### [What this task involves]
Reproduce each line from the records that holds "Addiscombe".

### [Task input]

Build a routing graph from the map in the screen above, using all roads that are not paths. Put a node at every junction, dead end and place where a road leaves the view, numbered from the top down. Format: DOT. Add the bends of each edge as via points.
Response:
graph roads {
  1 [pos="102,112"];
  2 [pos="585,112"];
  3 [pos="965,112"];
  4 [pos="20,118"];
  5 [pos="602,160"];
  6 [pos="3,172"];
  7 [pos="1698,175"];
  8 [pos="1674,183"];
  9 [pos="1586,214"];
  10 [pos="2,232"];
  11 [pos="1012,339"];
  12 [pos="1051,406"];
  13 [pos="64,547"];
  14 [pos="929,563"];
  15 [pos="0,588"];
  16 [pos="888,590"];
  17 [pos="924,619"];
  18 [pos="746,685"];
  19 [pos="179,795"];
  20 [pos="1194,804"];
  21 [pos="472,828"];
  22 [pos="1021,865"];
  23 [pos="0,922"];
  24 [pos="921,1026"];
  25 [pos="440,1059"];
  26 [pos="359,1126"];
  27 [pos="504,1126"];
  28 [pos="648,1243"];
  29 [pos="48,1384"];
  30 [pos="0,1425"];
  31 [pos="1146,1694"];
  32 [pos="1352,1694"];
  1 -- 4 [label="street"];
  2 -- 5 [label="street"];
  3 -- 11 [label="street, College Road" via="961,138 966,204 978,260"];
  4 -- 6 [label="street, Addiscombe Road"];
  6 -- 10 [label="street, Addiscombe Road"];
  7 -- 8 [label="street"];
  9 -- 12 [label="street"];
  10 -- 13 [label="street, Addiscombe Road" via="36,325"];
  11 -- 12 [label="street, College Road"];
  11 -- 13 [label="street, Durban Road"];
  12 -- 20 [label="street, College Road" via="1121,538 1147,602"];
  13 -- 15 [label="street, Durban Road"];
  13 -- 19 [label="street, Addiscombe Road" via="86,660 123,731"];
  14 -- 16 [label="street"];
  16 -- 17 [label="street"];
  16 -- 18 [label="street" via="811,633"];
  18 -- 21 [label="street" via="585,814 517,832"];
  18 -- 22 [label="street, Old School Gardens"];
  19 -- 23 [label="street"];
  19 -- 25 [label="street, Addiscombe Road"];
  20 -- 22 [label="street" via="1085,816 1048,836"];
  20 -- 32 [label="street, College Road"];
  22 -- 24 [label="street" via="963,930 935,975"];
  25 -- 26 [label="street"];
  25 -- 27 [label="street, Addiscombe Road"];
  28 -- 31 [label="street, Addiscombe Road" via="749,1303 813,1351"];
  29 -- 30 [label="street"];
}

### [Finished exercise]
  4 -- 6 [label="street, Addiscombe Road"];
  6 -- 10 [label="street, Addiscombe Road"];
  10 -- 13 [label="street, Addiscombe Road" via="36,325"];
  13 -- 19 [label="street, Addiscombe Road" via="86,660 123,731"];
  19 -- 25 [label="street, Addiscombe Road"];
  25 -- 27 [label="street, Addiscombe Road"];
  28 -- 31 [label="street, Addiscombe Road" via="749,1303 813,1351"];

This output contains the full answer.